Over 804,000 people will have their loans automatically forgiven to fix what the Department of Education has referred to as “administrative failures.” Around $39 billion worth of federal student loans will be automatically discharged.

According to the Department of Education, the move is to remedy a failure around the income-driven repayment plans. Under that plan, borrowers should have been eligible for forgiveness after accumulating either 20 or 25 years of qualifying months. This new measure aims to adjust borrowers who would have been “closer to forgiveness” but were not accounted for.

“For far too long, borrowers fell through the cracks of a broken system that failed to keep accurate track of their progress towards forgiveness,” said U.S. Secretary of Education Miguel Cardona in a press release. “Today, the Biden-Harris Administration is taking another historic step to right these wrongs and announcing $39 billion in debt relief for another 804,000 borrowers. By fixing past administrative failures, we are ensuring everyone gets the forgiveness they deserve, just as we have done for public servants, students who were cheated by their colleges, and borrowers with permanent disabilities, including veterans. This Administration will not stop fighting to level the playing field in higher education.”

Biden’s initial plan to forgive student loans was recently struck down by the Supreme Court. That plan would have forgiven up to $10,000 in federal student loans for most eligible borrowers and up to $20,000 for Pell Grant recipients, and it would have cost an estimated $400 billion.

After that plan was struck down, Biden vowed to find additional ways to provide borrowers relief and criticized Republicans for blocking his attempts.

“Republican lawmakers—who had no problem with the government forgiving millions of dollars of their own business loans—have tried everything they can to stop me from providing relief to hardworking Americans,” said President Biden in a statement. “Some are even objecting to the actions we announced today, which follow through on relief borrowers were promised but never given, even when they had been making payments for decades.
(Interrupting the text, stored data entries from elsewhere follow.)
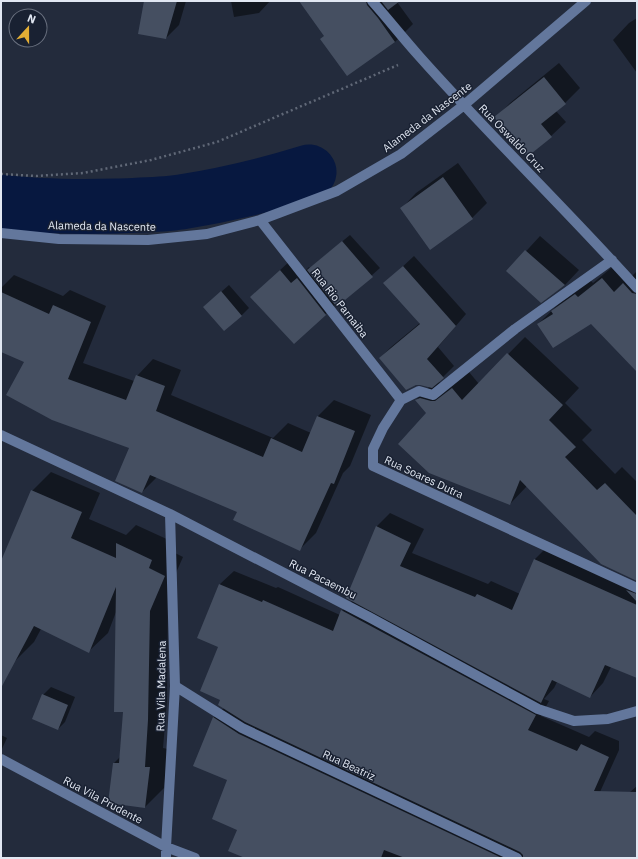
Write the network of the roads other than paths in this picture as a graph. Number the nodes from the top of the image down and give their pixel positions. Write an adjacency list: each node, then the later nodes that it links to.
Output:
1 (372, 1): 3 (street, Rua Oswaldo Cruz)
2 (586, 1): 3 (street, Alameda da Nascente)
3 (464, 105): 4 (street, Alameda da Nascente); 6 (street, Rua Oswaldo Cruz)
4 (260, 220): 5 (street, Alameda da Nascente); 8 (street, Rua Rio Parnaiba)
5 (1, 232)
6 (612, 260): 7 (street, Rua Oswaldo Cruz); 8 (street)
7 (637, 288)
8 (401, 400): 11 (street, Rua Soares Dutra)
9 (1, 434): 10 (street, Rua Pacaembu)
10 (170, 514): 12 (street, Rua Vila Madalena); 13 (street, Rua Pacaembu)
11 (637, 588)
12 (175, 686): 15 (street, Rua Vila Madalena); 18 (street, Rua Beatriz)
13 (637, 711)
14 (1, 759): 15 (street, Rua Vila Prudente)
15 (166, 847): 16 (street, Rua Vila Madalena); 17 (street, Rua Vila Prudente)
16 (166, 858)
17 (195, 858)
18 (517, 858)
The hypocrisy is stunning, and the disregard for working and middle-class families is outrageous.”

Organizations like the NAACP have pushed Biden to follow through on mass student loan forgiveness despite the setback from the Supreme Court. The Biden administration’s latest plan for broader student loan forgiveness involves using the Higher Education Act as opposed to the HEROES Act, but it remains to be seen if this approach will survive a legal challenge.